> **Instructions for the task**: This exercise calls for retyping every line below exactly, with the images omitted.

> **Extracted entries**:
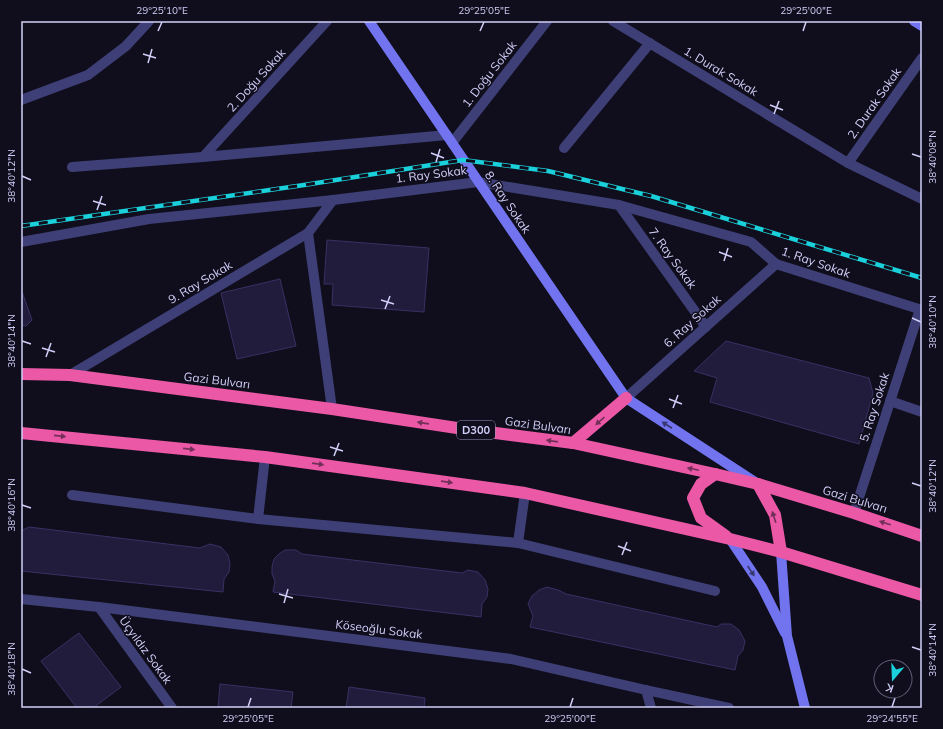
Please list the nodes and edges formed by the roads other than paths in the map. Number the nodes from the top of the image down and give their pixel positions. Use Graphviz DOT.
graph roads {
  1 [pos="149,21"];
  2 [pos="328,21"];
  3 [pos="369,21"];
  4 [pos="547,21"];
  5 [pos="612,21"];
  6 [pos="914,21"];
  7 [pos="922,26"];
  8 [pos="650,44"];
  9 [pos="922,58"];
  10 [pos="21,100"];
  11 [pos="449,139"];
  12 [pos="564,148"];
  13 [pos="203,157"];
  14 [pos="848,163"];
  15 [pos="72,167"];
  16 [pos="478,182"];
  17 [pos="922,199"];
  18 [pos="333,200"];
  19 [pos="619,205"];
  20 [pos="308,233"];
  21 [pos="21,242"];
  22 [pos="776,264"];
  23 [pos="921,309"];
  24 [pos="706,326"];
  25 [pos="21,374"];
  26 [pos="70,375"];
  27 [pos="626,398"];
  28 [pos="890,400"];
  29 [pos="332,409"];
  30 [pos="922,412"];
  31 [pos="21,433"];
  32 [pos="573,444"];
  33 [pos="264,457"];
  34 [pos="715,474"];
  35 [pos="758,484"];
  36 [pos="525,493"];
  37 [pos="72,495"];
  38 [pos="854,513"];
  39 [pos="258,519"];
  40 [pos="922,536"];
  41 [pos="730,539"];
  42 [pos="518,543"];
  43 [pos="781,552"];
  44 [pos="716,591"];
  45 [pos="922,595"];
  46 [pos="21,599"];
  47 [pos="98,607"];
  48 [pos="787,636"];
  49 [pos="646,690"];
  50 [pos="172,708"];
  51 [pos="651,708"];
  52 [pos="729,708"];
  53 [pos="805,708"];
  1 -- 10 [label="street"];
  2 -- 13 [label="street, 2. Doğu Sokak"];
  3 -- 11 [label="street, 8. Ray Sokak"];
  4 -- 11 [label="street, 1. Doğu Sokak"];
  5 -- 8 [label="street, 1. Durak Sokak"];
  6 -- 7 [label="street"];
  8 -- 12 [label="street"];
  8 -- 14 [label="street, 1. Durak Sokak"];
  9 -- 14 [label="street, 2. Durak Sokak"];
  11 -- 13 [label="street"];
  11 -- 16 [label="street, 8. Ray Sokak"];
  13 -- 15 [label="street"];
  14 -- 17 [label="street, 1. Durak Sokak"];
  16 -- 18 [label="street, 1. Ray Sokak"];
  16 -- 19 [label="street, 1. Ray Sokak"];
  16 -- 27 [label="street, 8. Ray Sokak"];
  18 -- 20 [label="street, 9. Ray Sokak"];
  18 -- 21 [label="street, 1. Ray Sokak"];
  19 -- 22 [label="street, 1. Ray Sokak"];
  19 -- 24 [label="street, 7. Ray Sokak"];
  20 -- 26 [label="street, 9. Ray Sokak"];
  20 -- 29 [label="street"];
  22 -- 23 [label="street, 1. Ray Sokak"];
  22 -- 24 [label="street, 6. Ray Sokak"];
  23 -- 28 [label="street, 5. Ray Sokak"];
  24 -- 27 [label="street, 6. Ray Sokak"];
  25 -- 26 [label="highway, Gazi Bulvarı / D300"];
  26 -- 29 [label="highway, Gazi Bulvarı / D300"];
  27 -- 32 [label="highway, one-way"];
  35 -- 27 [label="street, one-way"];
  28 -- 30 [label="street"];
  28 -- 38 [label="street, 5. Ray Sokak"];
  32 -- 29 [label="highway, Gazi Bulvarı / D300, one-way"];
  31 -- 33 [label="highway, one-way"];
  34 -- 32 [label="highway, Gazi Bulvarı / D300, one-way"];
  33 -- 36 [label="highway, one-way"];
  33 -- 39 [label="street"];
  34 -- 35 [label="highway, Gazi Bulvarı / D300"];
  34 -- 41 [label="highway"];
  35 -- 38 [label="highway, Gazi Bulvarı / D300"];
  43 -- 35 [label="highway, one-way"];
  36 -- 41 [label="highway"];
  36 -- 42 [label="street"];
  37 -- 39 [label="street"];
  40 -- 38 [label="highway, Gazi Bulvarı / D300, one-way"];
  39 -- 42 [label="street"];
  41 -- 43 [label="highway"];
  41 -- 48 [label="street, one-way"];
  42 -- 44 [label="street"];
  43 -- 45 [label="highway"];
  43 -- 48 [label="street"];
  46 -- 47 [label="street, Köseoğlu Sokak"];
  47 -- 49 [label="street, Köseoğlu Sokak"];
  47 -- 50 [label="street, Üçyıldız Sokak"];
  48 -- 53 [label="street"];
  49 -- 51 [label="street"];
  49 -- 52 [label="street, Köseoğlu Sokak"];
}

> **Exercise response**:
Please list the nodes and edges formed by the roads other than paths in the map. Number the nodes from the top of the image down and give their pixel positions. Use Graphviz DOT.
graph roads {
  1 [pos="149,21"];
  2 [pos="328,21"];
  3 [pos="369,21"];
  4 [pos="547,21"];
  5 [pos="612,21"];
  6 [pos="914,21"];
  7 [pos="922,26"];
  8 [pos="650,44"];
  9 [pos="922,58"];
  10 [pos="21,100"];
  11 [pos="449,139"];
  12 [pos="564,148"];
  13 [pos="203,157"];
  14 [pos="848,163"];
  15 [pos="72,167"];
  16 [pos="478,182"];
  17 [pos="922,199"];
  18 [pos="333,200"];
  19 [pos="619,205"];
  20 [pos="308,233"];
  21 [pos="21,242"];
  22 [pos="776,264"];
  23 [pos="921,309"];
  24 [pos="706,326"];
  25 [pos="21,374"];
  26 [pos="70,375"];
  27 [pos="626,398"];
  28 [pos="890,400"];
  29 [pos="332,409"];
  30 [pos="922,412"];
  31 [pos="21,433"];
  32 [pos="573,444"];
  33 [pos="264,457"];
  34 [pos="715,474"];
  35 [pos="758,484"];
  36 [pos="525,493"];
  37 [pos="72,495"];
  38 [pos="854,513"];
  39 [pos="258,519"];
  40 [pos="922,536"];
  41 [pos="730,539"];
  42 [pos="518,543"];
  43 [pos="781,552"];
  44 [pos="716,591"];
  45 [pos="922,595"];
  46 [pos="21,599"];
  47 [pos="98,607"];
  48 [pos="787,636"];
  49 [pos="646,690"];
  50 [pos="172,708"];
  51 [pos="651,708"];
  52 [pos="729,708"];
  53 [pos="805,708"];
  1 -- 10 [label="street"];
  2 -- 13 [label="street, 2. Doğu Sokak"];
  3 -- 11 [label="street, 8. Ray Sokak"];
  4 -- 11 [label="street, 1. Doğu Sokak"];
  5 -- 8 [label="street, 1. Durak Sokak"];
  6 -- 7 [label="street"];
  8 -- 12 [label="street"];
  8 -- 14 [label="street, 1. Durak Sokak"];
  9 -- 14 [label="street, 2. Durak Sokak"];
  11 -- 13 [label="street"];
  11 -- 16 [label="street, 8. Ray Sokak"];
  13 -- 15 [label="street"];
  14 -- 17 [label="street, 1. Durak Sokak"];
  16 -- 18 [label="street, 1. Ray Sokak"];
  16 -- 19 [label="street, 1. Ray Sokak"];
  16 -- 27 [label="street, 8. Ray Sokak"];
  18 -- 20 [label="street, 9. Ray Sokak"];
  18 -- 21 [label="street, 1. Ray Sokak"];
  19 -- 22 [label="street, 1. Ray Sokak"];
  19 -- 24 [label="street, 7. Ray Sokak"];
  20 -- 26 [label="street, 9. Ray Sokak"];
  20 -- 29 [label="street"];
  22 -- 23 [label="street, 1. Ray Sokak"];
  22 -- 24 [label="street, 6. Ray Sokak"];
  23 -- 28 [label="street, 5. Ray Sokak"];
  24 -- 27 [label="street, 6. Ray Sokak"];
  25 -- 26 [label="highway, Gazi Bulvarı / D300"];
  26 -- 29 [label="highway, Gazi Bulvarı / D300"];
  27 -- 32 [label="highway, one-way"];
  35 -- 27 [label="street, one-way"];
  28 -- 30 [label="street"];
  28 -- 38 [label="street, 5. Ray Sokak"];
  32 -- 29 [label="highway, Gazi Bulvarı / D300, one-way"];
  31 -- 33 [label="highway, one-way"];
  34 -- 32 [label="highway, Gazi Bulvarı / D300, one-way"];
  33 -- 36 [label="highway, one-way"];
  33 -- 39 [label="street"];
  34 -- 35 [label="highway, Gazi Bulvarı / D300"];
  34 -- 41 [label="highway"];
  35 -- 38 [label="highway, Gazi Bulvarı / D300"];
  43 -- 35 [label="highway, one-way"];
  36 -- 41 [label="highway"];
  36 -- 42 [label="street"];
  37 -- 39 [label="street"];
  40 -- 38 [label="highway, Gazi Bulvarı / D300, one-way"];
  39 -- 42 [label="street"];
  41 -- 43 [label="highway"];
  41 -- 48 [label="street, one-way"];
  42 -- 44 [label="street"];
  43 -- 45 [label="highway"];
  43 -- 48 [label="street"];
  46 -- 47 [label="street, Köseoğlu Sokak"];
  47 -- 49 [label="street, Köseoğlu Sokak"];
  47 -- 50 [label="street, Üçyıldız Sokak"];
  48 -- 53 [label="street"];
  49 -- 51 [label="street"];
  49 -- 52 [label="street, Köseoğlu Sokak"];
}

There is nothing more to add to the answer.